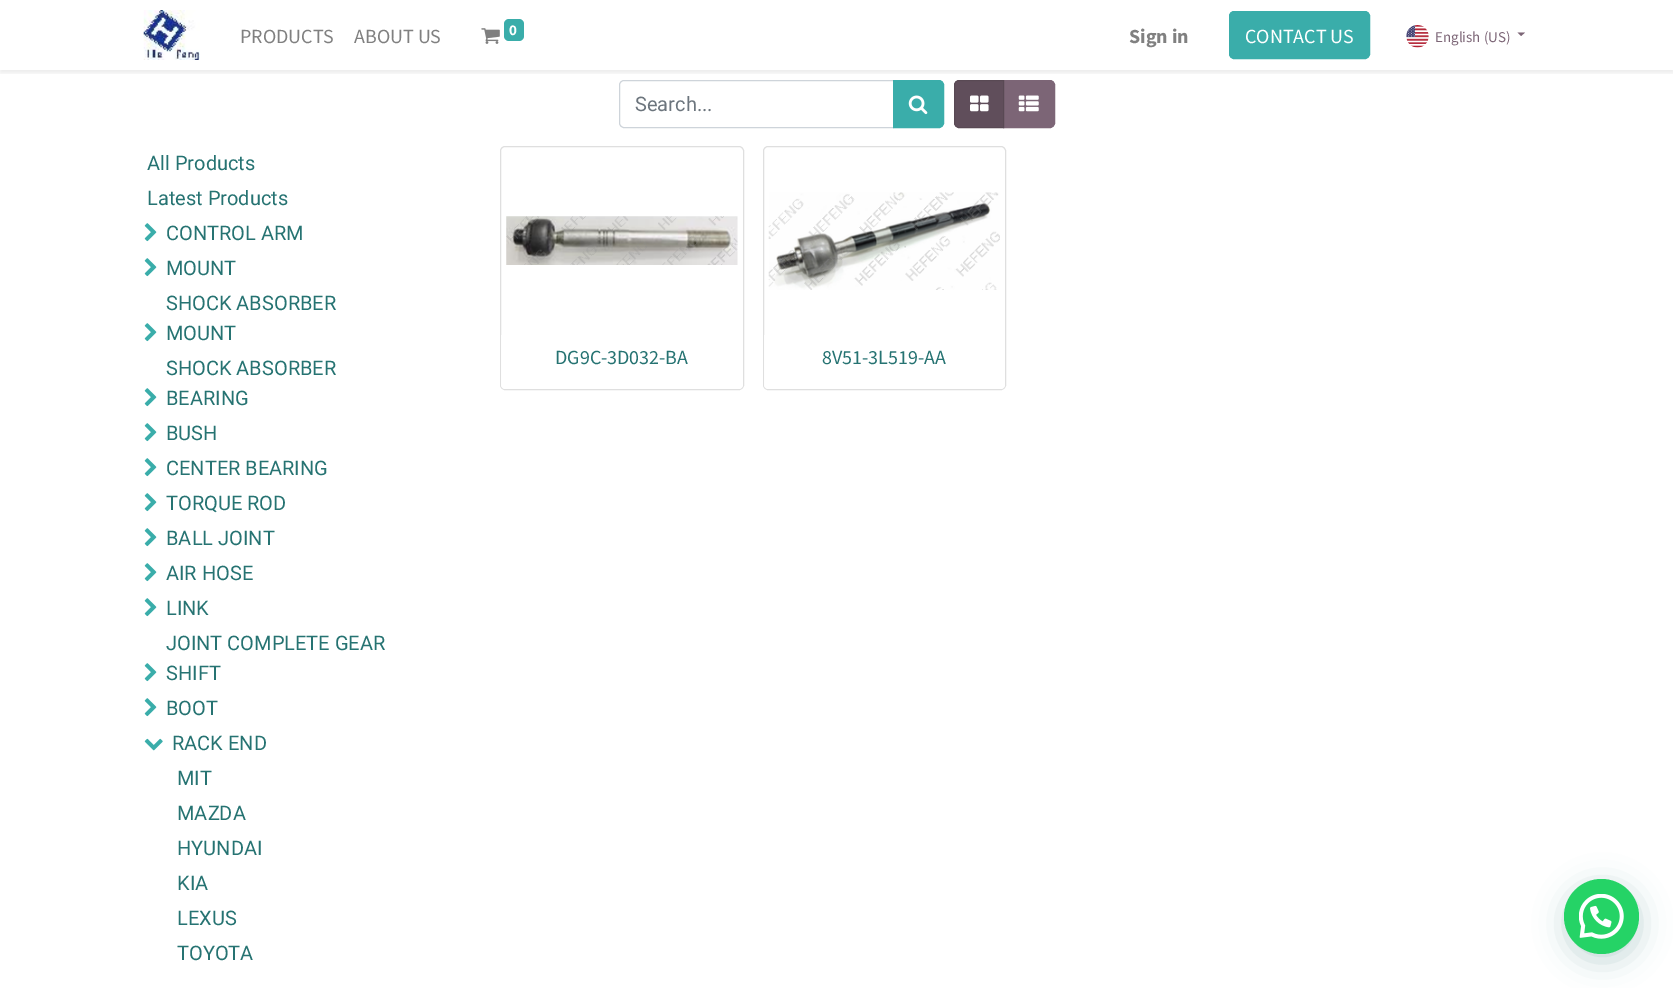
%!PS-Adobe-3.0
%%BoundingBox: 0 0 1673 988
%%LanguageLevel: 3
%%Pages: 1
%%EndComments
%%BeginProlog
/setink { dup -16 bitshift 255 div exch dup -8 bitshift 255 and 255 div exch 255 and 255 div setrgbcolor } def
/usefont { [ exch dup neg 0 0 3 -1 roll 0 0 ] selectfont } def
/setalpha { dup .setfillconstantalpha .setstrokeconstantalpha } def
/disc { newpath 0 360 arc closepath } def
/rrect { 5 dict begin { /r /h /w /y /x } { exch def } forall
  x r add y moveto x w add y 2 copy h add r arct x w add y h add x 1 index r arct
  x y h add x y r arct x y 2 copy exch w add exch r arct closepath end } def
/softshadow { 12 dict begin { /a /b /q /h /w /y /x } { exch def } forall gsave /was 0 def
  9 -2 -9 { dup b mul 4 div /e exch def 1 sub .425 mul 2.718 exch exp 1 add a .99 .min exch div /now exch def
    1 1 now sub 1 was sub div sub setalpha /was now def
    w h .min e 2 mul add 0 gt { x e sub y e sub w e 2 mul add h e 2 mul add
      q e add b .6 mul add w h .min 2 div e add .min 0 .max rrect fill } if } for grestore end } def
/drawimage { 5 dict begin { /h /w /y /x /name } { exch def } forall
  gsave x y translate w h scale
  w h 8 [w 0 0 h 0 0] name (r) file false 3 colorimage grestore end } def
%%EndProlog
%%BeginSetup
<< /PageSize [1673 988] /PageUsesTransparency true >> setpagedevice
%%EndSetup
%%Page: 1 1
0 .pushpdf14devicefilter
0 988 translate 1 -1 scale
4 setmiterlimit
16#FFFFFF setink
0 0 1673 988 rectfill
16#CED4DA setink
624 80.5 moveto 893.5 80.5 lineto 893.5 127.5 lineto 624 127.5 lineto 621.5 127.5 619.5 125.5 619.5 123 curveto 619.5 85 lineto 619.5 82.5 621.5 80.5 624 80.5 curveto closepath stroke
16#3AADAA setink
893.5 80.5 moveto 939 80.5 lineto 941.5 80.5 943.5 82.5 943.5 85 curveto 943.5 123 lineto 943.5 125.5 941.5 127.5 939 127.5 curveto 893.5 127.5 lineto closepath gsave fill grestore
stroke
16#7C6576 setink
1003.5 80.5 moveto 1050 80.5 lineto 1052.5 80.5 1054.5 82.5 1054.5 85 curveto 1054.5 123 lineto 1054.5 125.5 1052.5 127.5 1050 127.5 curveto 1003.5 127.5 lineto closepath gsave fill grestore
stroke
16#604E5B setink
959 80.5 moveto 1003.5 80.5 lineto 1003.5 127.5 lineto 959 127.5 lineto 956.5 127.5 954.5 125.5 954.5 123 curveto 954.5 85 lineto 954.5 82.5 956.5 80.5 959 80.5 curveto closepath gsave fill grestore
16#594954 setink
stroke
gsave
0 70 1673 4 rectclip
16#000000 setink
0 3 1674 70 0 2.5 0.07 softshadow
grestore
(img1.raw) 143 10 57 50 drawimage
/SourceSansPro-Regular 20 usefont
16#808080 setink
240 43 moveto (PRODUCTS) show
354 43 moveto (ABOUT US) show
(img2.raw) 481 28 19 16 drawimage
16#3AADAA setink
504 19 20 22 5 rrect fill
/SourceSansPro-Bold 15 usefont
16#FFFFFF setink
509 35 moveto (0) show
/SourceSansPro-Bold 20 usefont
16#808080 setink
1129 43 moveto (Sign in) show
16#3AADAA setink
1229.5 11.5 140 47 4.5 rrect gsave fill grestore
stroke
/SourceSansPro-Regular 20 usefont
16#FFFFFF setink
1245 43 moveto (CONTACT US) show
(img3.raw) 1406 25 23 23 drawimage
/SourceSansPro-Regular 15 usefont
16#7C6576 setink
1435 42 moveto (English \(US\)) show
1517.5 32.5 moveto 1525 32.5 lineto 1521 36 lineto closepath fill
/Roboto-Regular 20 usefont
16#6C757D setink
635 111 moveto (Search...) show
(img4.raw) 908 95 20 20 drawimage
(img5.raw) 970 95 19 17 drawimage
(img6.raw) 1018 95 21 17 drawimage
16#267372 setink
147 170 moveto (All Products) show
147 205 moveto (Latest Products) show
(img7.raw) 144 223 13 19 drawimage
166 240 moveto (CONTROL ARM) show
(img7.raw) 144 258 13 19 drawimage
166 275 moveto (MOUNT) show
(img7.raw) 144 323 13 19 drawimage
166 310 moveto (SHOCK ABSORBER) show
166 340 moveto (MOUNT) show
(img7.raw) 144 388 13 19 drawimage
166 375 moveto (SHOCK ABSORBER) show
166 405 moveto (BEARING) show
(img7.raw) 144 423 13 19 drawimage
166 440 moveto (BUSH) show
(img7.raw) 144 458 13 19 drawimage
166 475 moveto (CENTER BEARING) show
(img7.raw) 144 493 13 19 drawimage
166 510 moveto (TORQUE ROD) show
(img7.raw) 144 528 13 19 drawimage
166 545 moveto (BALL JOINT) show
(img7.raw) 144 563 13 19 drawimage
166 580 moveto (AIR HOSE) show
(img7.raw) 144 598 13 19 drawimage
166 615 moveto (LINK) show
(img7.raw) 144 663 13 19 drawimage
166 650 moveto (JOINT COMPLETE GEAR) show
166 680 moveto (SHIFT) show
(img7.raw) 144 698 13 19 drawimage
166 715 moveto (BOOT) show
(img8.raw) 144 738 19 13 drawimage
[
    [(RACK END) 172 750]
    [(MIT) 177 785]
    [(MAZDA) 177 820]
    [(HYUNDAI) 177 855]
    [(KIA) 177 890]
    [(LEXUS) 177 925]
    [(TOYOTA) 177 960]
] { aload pop moveto show } forall
16#DFDFDF setink
500.5 146.5 243 243 4.5 rrect stroke
(img9.raw) 506 216 232 49 drawimage
0.9 setalpha
16#FFFFFF setink
501 335 moveto 743 335 lineto 743 385 lineto 743 387 741 389 739 389 curveto 505 389 lineto 503 389 501 387 501 385 curveto closepath fill
/SourceSansPro-Regular 20 usefont
1 setalpha
16#267372 setink
555 364 moveto (DG9C-3D032-BA) show
16#DFDFDF setink
763.5 146.5 242 243 4.5 rrect stroke
(img10.raw) 768 192 232 98 drawimage
0.9 setalpha
16#FFFFFF setink
764 335 moveto 1005 335 lineto 1005 385 lineto 1005 387 1003 389 1001 389 curveto 768 389 lineto 766 389 764 387 764 385 curveto closepath fill
1 setalpha
16#267372 setink
822 364 moveto (8V51-3L519-AA) show
16#075E54 setink
1565 886 75 75 37.5 15 0.24 softshadow
16#25D366 setink
1601.5 916.5 37.5 disc fill
(img11.raw) 1579 894 45 45 drawimage
.poppdf14devicefilter showpage
%%EOF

Exercise objective
Reproduce word for word the material above, starting with the line that has "<< /PageSize [1673" and stopping after the line that has "4 setmiterlimit".

Task result
<< /PageSize [1673 988] /PageUsesTransparency true >> setpagedevice
%%EndSetup
%%Page: 1 1
0 .pushpdf14devicefilter
0 988 translate 1 -1 scale
4 setmiterlimit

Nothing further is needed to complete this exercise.